Madame Aubain wished to make an accomplished girl of her daughter; and
as Guyot could not teach English or music, she decided to send her to
the Ursulines at Honfleur.
The child made no objection, but Felicite sighed and thought Madame
was heartless. Then, she thought that perhaps her mistress was right,
as these things were beyond her sphere. Finally, one day, an old
fiacre stopped in front of the door and a nun stepped out.
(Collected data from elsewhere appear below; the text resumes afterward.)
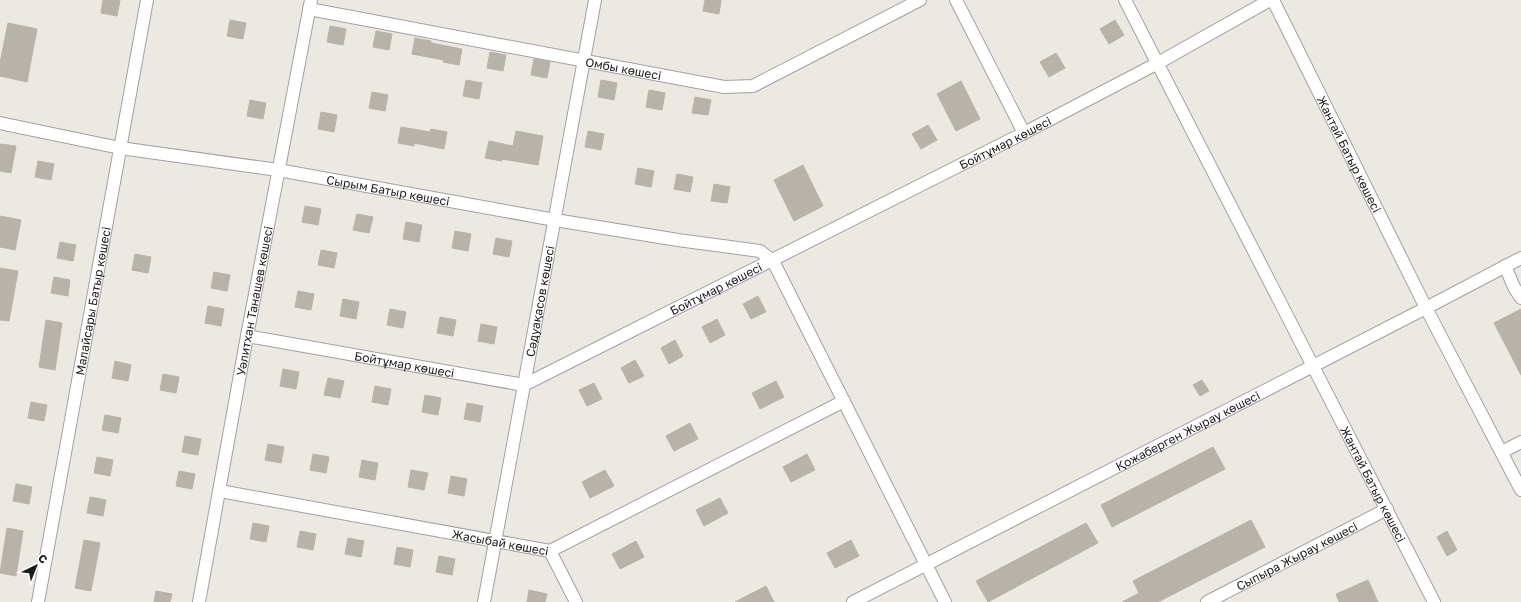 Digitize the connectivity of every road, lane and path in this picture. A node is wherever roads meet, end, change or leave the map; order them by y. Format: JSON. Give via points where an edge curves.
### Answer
{"nodes":[{"id":1,"x":147,"y":0,"type":"edge"},
{"id":2,"x":595,"y":0,"type":"edge"},
{"id":3,"x":920,"y":0,"type":"edge"},
{"id":4,"x":956,"y":0,"type":"edge"},
{"id":5,"x":1125,"y":0,"type":"edge"},
{"id":6,"x":1270,"y":0,"type":"edge"},
{"id":7,"x":1273,"y":0,"type":"edge"},
{"id":8,"x":310,"y":5,"type":"edge"},
{"id":9,"x":584,"y":61,"type":"junction"},
{"id":10,"x":1158,"y":63,"type":"junction"},
{"id":11,"x":0,"y":123,"type":"edge"},
{"id":12,"x":1024,"y":133,"type":"junction"},
{"id":13,"x":120,"y":148,"type":"junction"},
{"id":14,"x":278,"y":170,"type":"junction"},
{"id":15,"x":555,"y":220,"type":"junction"},
{"id":16,"x":1521,"y":258,"type":"edge"},
{"id":17,"x":773,"y":261,"type":"junction"},
{"id":18,"x":1504,"y":266,"type":"junction"},
{"id":19,"x":1521,"y":298,"type":"edge"},
{"id":20,"x":1426,"y":308,"type":"junction"},
{"id":21,"x":247,"y":336,"type":"junction"},
{"id":22,"x":1312,"y":366,"type":"junction"},
{"id":23,"x":524,"y":385,"type":"junction"},
{"id":24,"x":844,"y":401,"type":"junction"},
{"id":25,"x":1521,"y":442,"type":"edge"},
{"id":26,"x":1502,"y":452,"type":"junction"},
{"id":27,"x":1521,"y":490,"type":"edge"},
{"id":28,"x":220,"y":491,"type":"junction"},
{"id":29,"x":1387,"y":510,"type":"junction"},
{"id":30,"x":494,"y":541,"type":"junction"},
{"id":31,"x":550,"y":551,"type":"junction"},
{"id":32,"x":926,"y":565,"type":"junction"},
{"id":33,"x":38,"y":602,"type":"edge"},
{"id":34,"x":200,"y":602,"type":"edge"},
{"id":35,"x":484,"y":602,"type":"edge"},
{"id":36,"x":576,"y":602,"type":"edge"},
{"id":37,"x":853,"y":602,"type":"edge"},
{"id":38,"x":945,"y":602,"type":"edge"},
{"id":39,"x":1207,"y":602,"type":"edge"},
{"id":40,"x":1434,"y":602,"type":"edge"}],
"edges":[{"from":1,"to":13,"type":"street","name":"Малайсары Батыр көшесі"},
{"from":2,"to":9,"type":"street","name":"Сәдуақасов көшесі"},
{"from":3,"to":9,"type":"street","name":"Омбы көшесі","via":[[753,86],[724,87]]},
{"from":4,"to":12,"type":"street"},
{"from":5,"to":10,"type":"street","name":"Жантай Батыр көшесі"},
{"from":6,"to":10,"type":"street","name":"Бойтұмар көшесі"},
{"from":7,"to":20,"type":"street","name":"Жантай Батыр көшесі"},
{"from":8,"to":9,"type":"street","name":"Омбы көшесі"},
{"from":8,"to":14,"type":"street","name":"Уәлитхан Танашев көшесі"},
{"from":9,"to":15,"type":"street","name":"Сәдуақасов көшесі"},
{"from":10,"to":12,"type":"street","name":"Бойтұмар көшесі"},
{"from":10,"to":22,"type":"street","name":"Жантай Батыр көшесі"},
{"from":11,"to":13,"type":"street","name":"Сырым Батыр көшесі"},
{"from":12,"to":17,"type":"street","name":"Бойтұмар көшесі"},
{"from":13,"to":14,"type":"street","name":"Сырым Батыр көшесі"},
{"from":13,"to":33,"type":"street","name":"Малайсары Батыр көшесі"},
{"from":14,"to":15,"type":"street","name":"Сырым Батыр көшесі"},
{"from":14,"to":21,"type":"street","name":"Уәлитхан Танашев көшесі"},
{"from":15,"to":17,"type":"street","name":"Сырым Батыр көшесі","via":[[760,251]]},
{"from":15,"to":23,"type":"street","name":"Сәдуақасов көшесі"},
{"from":16,"to":18,"type":"street","name":"Қожаберген Жырау көшесі"},
{"from":17,"to":23,"type":"street","name":"Бойтұмар көшесі"},
{"from":17,"to":24,"type":"street"},
{"from":18,"to":19,"type":"street"},
{"from":18,"to":20,"type":"street","name":"Қожаберген Жырау көшесі"},
{"from":20,"to":22,"type":"street","name":"Қожаберген Жырау көшесі"},
{"from":20,"to":26,"type":"street","name":"Жантай Батыр көшесі"},
{"from":21,"to":23,"type":"street","name":"Бойтұмар көшесі"},
{"from":21,"to":28,"type":"street","name":"Уәлитхан Танашев көшесі"},
{"from":22,"to":29,"type":"street","name":"Жантай Батыр көшесі"},
{"from":22,"to":32,"type":"street","name":"Қожаберген Жырау көшесі"},
{"from":23,"to":30,"type":"street","name":"Сәдуақасов көшесі"},
{"from":24,"to":31,"type":"street","name":"Жасыбай көшесі"},
{"from":24,"to":32,"type":"street"},
{"from":25,"to":26,"type":"street"},
{"from":26,"to":27,"type":"street"},
{"from":28,"to":30,"type":"street","name":"Жасыбай көшесі"},
{"from":28,"to":34,"type":"street","name":"Уәлитхан Танашев көшесі"},
{"from":29,"to":39,"type":"street","name":"Сыпыра Жырау көшесі"},
{"from":29,"to":40,"type":"street","name":"Жантай Батыр көшесі"},
{"from":30,"to":31,"type":"street","name":"Жасыбай көшесі"},
{"from":30,"to":35,"type":"street","name":"Сәдуақасов көшесі"},
{"from":31,"to":36,"type":"street"},
{"from":32,"to":37,"type":"street","name":"Қожаберген Жырау көшесі"},
{"from":32,"to":38,"type":"street"}]} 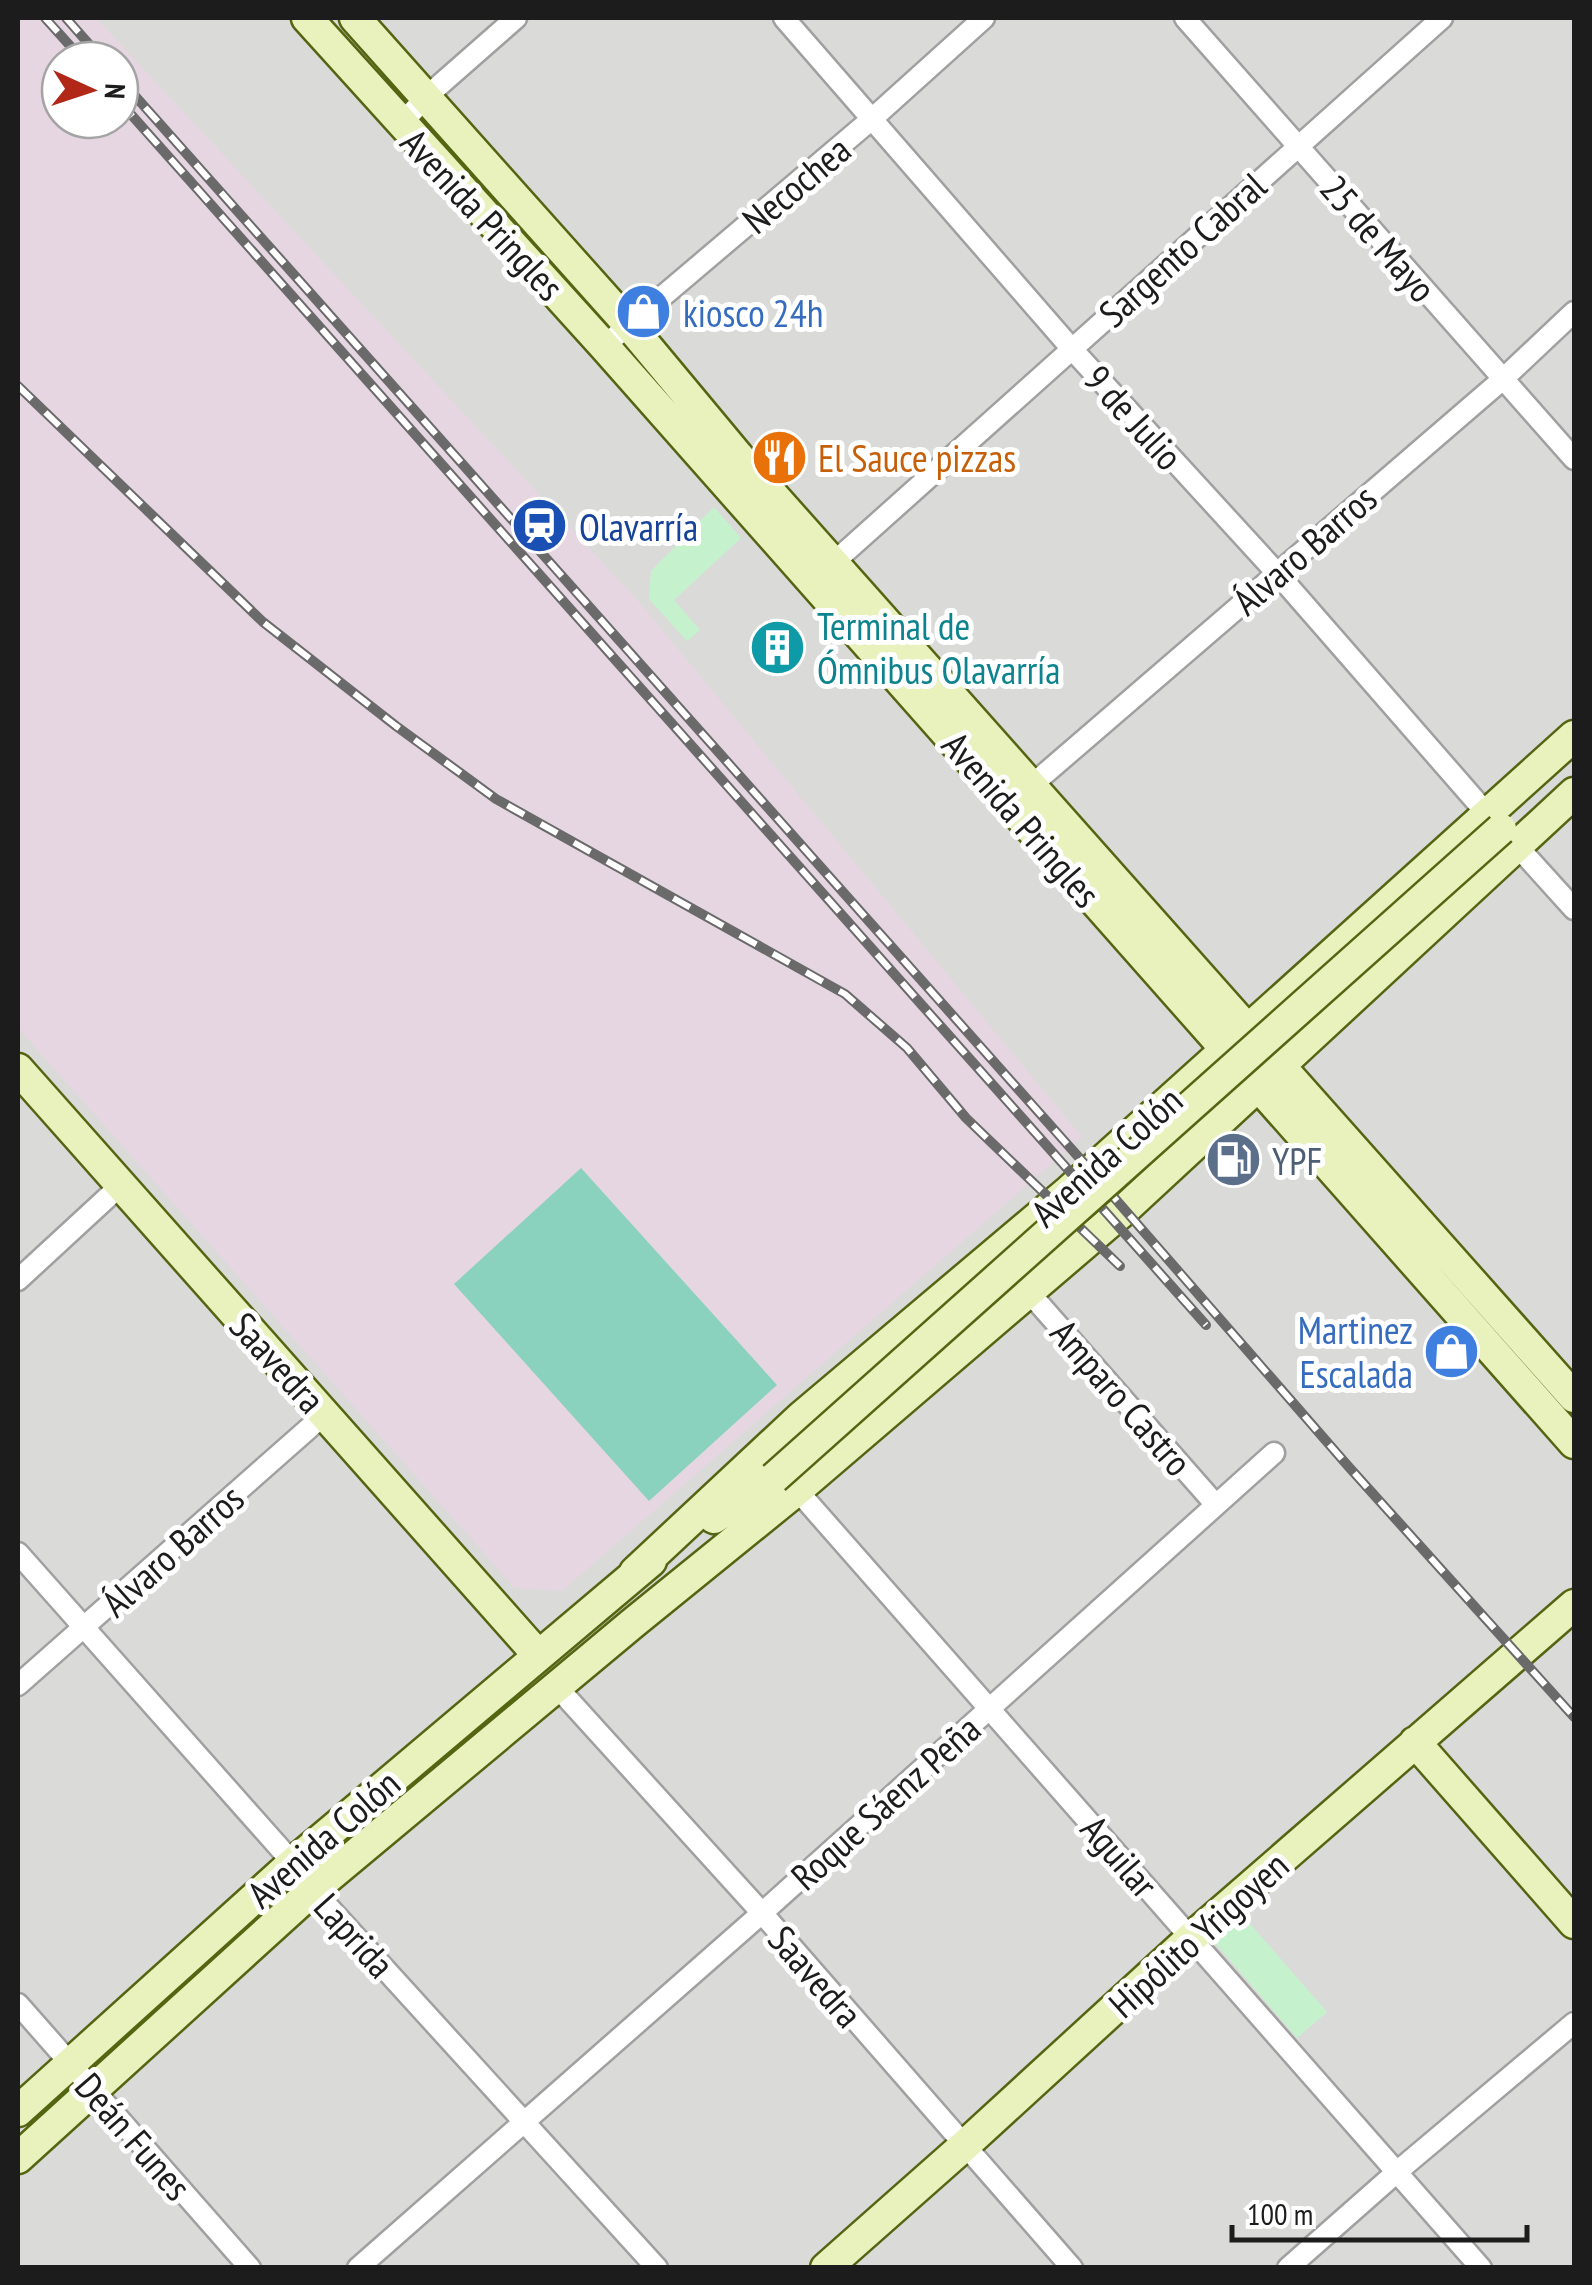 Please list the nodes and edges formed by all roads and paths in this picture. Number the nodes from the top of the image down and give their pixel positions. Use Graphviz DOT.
graph roads {
  1 [pos="307,18"];
  2 [pos="355,18"];
  3 [pos="516,18"];
  4 [pos="784,18"];
  5 [pos="984,18"];
  6 [pos="1185,18"];
  7 [pos="1442,18"];
  8 [pos="426,98"];
  9 [pos="873,118"];
  10 [pos="400,124"];
  11 [pos="1297,145"];
  12 [pos="1574,312"];
  13 [pos="629,325"];
  14 [pos="604,346"];
  15 [pos="1072,348"];
  16 [pos="1504,378"];
  17 [pos="1574,459"];
  18 [pos="834,563"];
  19 [pos="1276,572"];
  20 [pos="1574,736"];
  21 [pos="1574,754"];
  22 [pos="1574,772"];
  23 [pos="1033,784"];
  24 [pos="1574,793"];
  25 [pos="1502,830"];
  26 [pos="1574,909"];
  27 [pos="1236,1039"];
  28 [pos="1281,1065"];
  29 [pos="18,1069"];
  30 [pos="1258,1085"];
  31 [pos="121,1185"];
  32 [pos="18,1280"];
  33 [pos="1027,1290"];
  34 [pos="1574,1397"];
  35 [pos="326,1414"];
  36 [pos="1574,1443"];
  37 [pos="1274,1452"];
  38 [pos="786,1484"];
  39 [pos="1216,1505"];
  40 [pos="18,1553"];
  41 [pos="635,1572"];
  42 [pos="1574,1605"];
  43 [pos="85,1627"];
  44 [pos="538,1655"];
  45 [pos="18,1685"];
  46 [pos="557,1687"];
  47 [pos="991,1708"];
  48 [pos="1414,1742"];
  49 [pos="293,1863"];
  50 [pos="313,1890"];
  51 [pos="762,1913"];
  52 [pos="1574,1923"];
  53 [pos="1191,1938"];
  54 [pos="18,2004"];
  55 [pos="1574,2023"];
  56 [pos="70,2062"];
  57 [pos="93,2090"];
  58 [pos="18,2112"];
  59 [pos="526,2122"];
  60 [pos="964,2146"];
  61 [pos="18,2158"];
  62 [pos="1398,2170"];
  63 [pos="250,2268"];
  64 [pos="358,2268"];
  65 [pos="657,2268"];
  66 [pos="826,2268"];
  67 [pos="1072,2268"];
  68 [pos="1288,2268"];
  69 [pos="1480,2268"];
  1 -- 10 [label="main road, Avenida Pringles"];
  2 -- 8 [label="main road, Avenida Pringles"];
  3 -- 8 [label="street"];
  4 -- 9 [label="street, 9 de Julio"];
  5 -- 9 [label="street, Necochea"];
  6 -- 11 [label="street, 25 de Mayo"];
  7 -- 11 [label="street, Sargento Cabral"];
  8 -- 10 [label="street"];
  8 -- 13 [label="main road, Avenida Pringles"];
  9 -- 13 [label="street, Necochea"];
  9 -- 15 [label="street, 9 de Julio"];
  10 -- 14 [label="main road, Avenida Pringles"];
  11 -- 15 [label="street, Sargento Cabral"];
  11 -- 16 [label="street, 25 de Mayo"];
  12 -- 16 [label="street, Álvaro Barros"];
  13 -- 14 [label="street, Necochea"];
  13 -- 18 [label="main road, Avenida Pringles"];
  14 -- 27 [label="main road, Avenida Pringles"];
  15 -- 18 [label="street, Sargento Cabral"];
  15 -- 19 [label="street, 9 de Julio"];
  16 -- 17 [label="street, 25 de Mayo"];
  16 -- 19 [label="street, Álvaro Barros"];
  18 -- 23 [label="main road, Avenida Pringles"];
  19 -- 23 [label="street, Álvaro Barros"];
  19 -- 25 [label="street, 9 de Julio"];
  20 -- 25 [label="main road, Avenida Colón"];
  21 -- 25 [label="main road, Avenida Colón"];
  22 -- 25 [label="main road, Avenida Colón"];
  23 -- 27 [label="main road, Avenida Pringles"];
  24 -- 25 [label="main road, Avenida Colón"];
  25 -- 26 [label="street, 9 de Julio"];
  25 -- 27 [label="main road, Avenida Colón"];
  25 -- 28 [label="main road, Avenida Colón"];
  25 -- 38 [label="main road, Avenida Colón, bridge"];
  27 -- 28 [label="main road, Avenida Pringles"];
  27 -- 30 [label="main road, Avenida Pringles"];
  27 -- 41 [label="main road, Avenida Colón"];
  28 -- 30 [label="main road, Avenida Colón"];
  28 -- 34 [label="main road, Avenida Pringles"];
  29 -- 31 [label="main road, Saavedra"];
  30 -- 33 [label="main road, Avenida Colón"];
  30 -- 36 [label="main road, Avenida Pringles"];
  31 -- 32 [label="street"];
  31 -- 35 [label="main road, Saavedra"];
  33 -- 38 [label="main road, Avenida Colón"];
  33 -- 39 [label="street, Amparo Castro"];
  35 -- 43 [label="street, Álvaro Barros"];
  35 -- 44 [label="main road, Saavedra"];
  37 -- 39 [label="street, Roque Sáenz Peña"];
  38 -- 41 [label="main road, Avenida Colón"];
  38 -- 46 [label="main road, Avenida Colón"];
  38 -- 47 [label="street, Aguilar"];
  39 -- 47 [label="street, Roque Sáenz Peña"];
  40 -- 43 [label="street, Laprida"];
  41 -- 44 [label="main road, Avenida Colón"];
  42 -- 48 [label="main road, Hipólito Yrigoyen"];
  43 -- 45 [label="street, Álvaro Barros"];
  43 -- 49 [label="street, Laprida"];
  44 -- 49 [label="main road, Avenida Colón"];
  46 -- 50 [label="main road, Avenida Colón"];
  46 -- 51 [label="street, Saavedra"];
  47 -- 51 [label="street, Roque Sáenz Peña"];
  47 -- 53 [label="street, Aguilar"];
  48 -- 52 [label="main road"];
  48 -- 53 [label="main road, Hipólito Yrigoyen"];
  49 -- 50 [label="street, Laprida"];
  49 -- 56 [label="main road, Avenida Colón"];
  50 -- 57 [label="main road, Avenida Colón"];
  50 -- 59 [label="street, Laprida"];
  51 -- 59 [label="street, Roque Sáenz Peña"];
  51 -- 60 [label="street, Saavedra"];
  53 -- 60 [label="main road, Hipólito Yrigoyen"];
  53 -- 62 [label="street, Aguilar"];
  54 -- 56 [label="street, Deán Funes"];
  55 -- 62 [label="street"];
  56 -- 57 [label="street, Deán Funes"];
  56 -- 58 [label="main road, Avenida Colón"];
  57 -- 61 [label="main road, Avenida Colón"];
  57 -- 63 [label="street, Deán Funes"];
  59 -- 64 [label="street, Roque Sáenz Peña"];
  59 -- 65 [label="street, Laprida"];
  60 -- 66 [label="main road, Hipólito Yrigoyen"];
  60 -- 67 [label="street, Saavedra"];
  62 -- 68 [label="street"];
  62 -- 69 [label="street, Aguilar"];
}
Felicite
put Virginia's luggage on top of the carriage, gave the coachman some
instructions, and smuggled six jars of jam, a dozen pears and a bunch
of violets under the seat.
At the last minute, Virginia had a fit of sobbing; she embraced her
mother again and again, while the latter kissed her on the forehead,
and said: "Now, be brave, be brave!" The step was pulled up and the
fiacre rumbled off.
Then Madame Aubain had a fainting spell, and that evening all her
friends, including the two Lormeaus, Madame Lechaptois, the ladies
Rochefeuille, Messieurs de Houppeville and Bourais, called on her and
tendered their sympathy.
At first the separation proved very painful to her. But her daughter
wrote her three times a week and the other days she, herself, wrote to
Virginia. Then she walked in the garden, read a little, and in this
way managed to fill out the emptiness of the hours.